Any picture must be dropped, but each line of the data should be duplicated exactly.

-- Opening Marker --

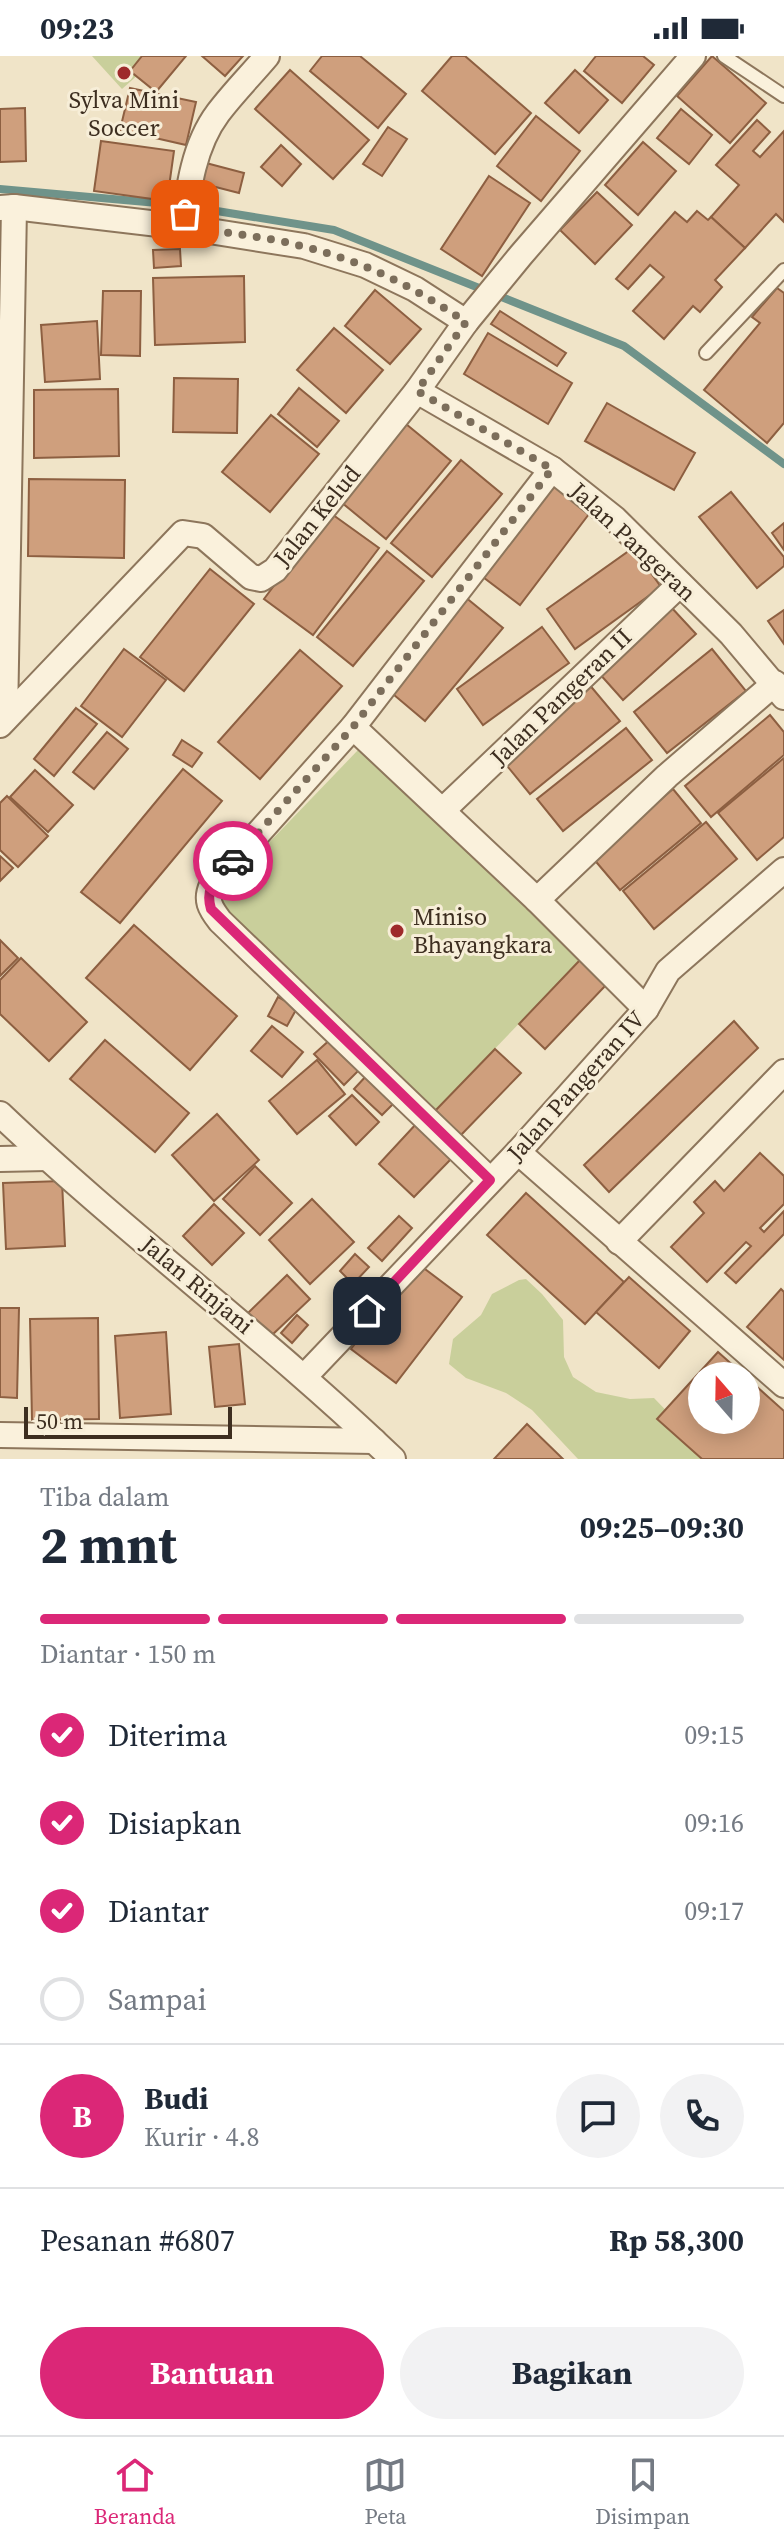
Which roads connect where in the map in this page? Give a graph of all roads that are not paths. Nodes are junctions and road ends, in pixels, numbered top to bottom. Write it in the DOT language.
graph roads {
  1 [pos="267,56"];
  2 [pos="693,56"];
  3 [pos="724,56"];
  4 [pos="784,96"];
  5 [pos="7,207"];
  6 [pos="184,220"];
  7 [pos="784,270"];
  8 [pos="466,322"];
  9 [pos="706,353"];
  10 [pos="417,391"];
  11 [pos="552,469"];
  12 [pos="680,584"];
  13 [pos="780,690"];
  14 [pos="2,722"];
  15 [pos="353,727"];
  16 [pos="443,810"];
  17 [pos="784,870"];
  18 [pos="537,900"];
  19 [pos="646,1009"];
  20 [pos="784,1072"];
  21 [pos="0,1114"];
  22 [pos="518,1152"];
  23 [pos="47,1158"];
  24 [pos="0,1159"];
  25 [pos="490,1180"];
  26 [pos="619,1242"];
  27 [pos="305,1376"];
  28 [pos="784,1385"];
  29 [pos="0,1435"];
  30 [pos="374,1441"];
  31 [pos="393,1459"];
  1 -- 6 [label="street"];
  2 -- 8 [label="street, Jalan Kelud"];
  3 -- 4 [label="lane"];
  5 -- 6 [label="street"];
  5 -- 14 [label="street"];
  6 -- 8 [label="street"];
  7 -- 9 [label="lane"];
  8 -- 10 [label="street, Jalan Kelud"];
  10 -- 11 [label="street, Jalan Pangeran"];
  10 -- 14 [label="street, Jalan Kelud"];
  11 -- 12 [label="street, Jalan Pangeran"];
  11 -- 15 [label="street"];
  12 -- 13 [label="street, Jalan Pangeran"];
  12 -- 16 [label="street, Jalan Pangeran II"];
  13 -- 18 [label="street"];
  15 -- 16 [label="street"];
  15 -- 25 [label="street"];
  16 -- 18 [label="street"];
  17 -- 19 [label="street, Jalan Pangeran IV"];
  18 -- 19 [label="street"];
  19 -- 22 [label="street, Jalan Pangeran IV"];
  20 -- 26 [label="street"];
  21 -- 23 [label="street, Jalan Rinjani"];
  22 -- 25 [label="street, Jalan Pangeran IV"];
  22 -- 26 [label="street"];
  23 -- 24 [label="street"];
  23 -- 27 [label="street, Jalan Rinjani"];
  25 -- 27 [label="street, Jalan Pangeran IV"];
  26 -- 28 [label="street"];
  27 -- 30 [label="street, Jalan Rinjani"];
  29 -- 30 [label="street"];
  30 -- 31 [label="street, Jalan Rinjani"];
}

-- Closing Marker --

FINAL ANSWER:
Which roads connect where in the map in this page? Give a graph of all roads that are not paths. Nodes are junctions and road ends, in pixels, numbered top to bottom. Write it in the DOT language.
graph roads {
  1 [pos="267,56"];
  2 [pos="693,56"];
  3 [pos="724,56"];
  4 [pos="784,96"];
  5 [pos="7,207"];
  6 [pos="184,220"];
  7 [pos="784,270"];
  8 [pos="466,322"];
  9 [pos="706,353"];
  10 [pos="417,391"];
  11 [pos="552,469"];
  12 [pos="680,584"];
  13 [pos="780,690"];
  14 [pos="2,722"];
  15 [pos="353,727"];
  16 [pos="443,810"];
  17 [pos="784,870"];
  18 [pos="537,900"];
  19 [pos="646,1009"];
  20 [pos="784,1072"];
  21 [pos="0,1114"];
  22 [pos="518,1152"];
  23 [pos="47,1158"];
  24 [pos="0,1159"];
  25 [pos="490,1180"];
  26 [pos="619,1242"];
  27 [pos="305,1376"];
  28 [pos="784,1385"];
  29 [pos="0,1435"];
  30 [pos="374,1441"];
  31 [pos="393,1459"];
  1 -- 6 [label="street"];
  2 -- 8 [label="street, Jalan Kelud"];
  3 -- 4 [label="lane"];
  5 -- 6 [label="street"];
  5 -- 14 [label="street"];
  6 -- 8 [label="street"];
  7 -- 9 [label="lane"];
  8 -- 10 [label="street, Jalan Kelud"];
  10 -- 11 [label="street, Jalan Pangeran"];
  10 -- 14 [label="street, Jalan Kelud"];
  11 -- 12 [label="street, Jalan Pangeran"];
  11 -- 15 [label="street"];
  12 -- 13 [label="street, Jalan Pangeran"];
  12 -- 16 [label="street, Jalan Pangeran II"];
  13 -- 18 [label="street"];
  15 -- 16 [label="street"];
  15 -- 25 [label="street"];
  16 -- 18 [label="street"];
  17 -- 19 [label="street, Jalan Pangeran IV"];
  18 -- 19 [label="street"];
  19 -- 22 [label="street, Jalan Pangeran IV"];
  20 -- 26 [label="street"];
  21 -- 23 [label="street, Jalan Rinjani"];
  22 -- 25 [label="street, Jalan Pangeran IV"];
  22 -- 26 [label="street"];
  23 -- 24 [label="street"];
  23 -- 27 [label="street, Jalan Rinjani"];
  25 -- 27 [label="street, Jalan Pangeran IV"];
  26 -- 28 [label="street"];
  27 -- 30 [label="street, Jalan Rinjani"];
  29 -- 30 [label="street"];
  30 -- 31 [label="street, Jalan Rinjani"];
}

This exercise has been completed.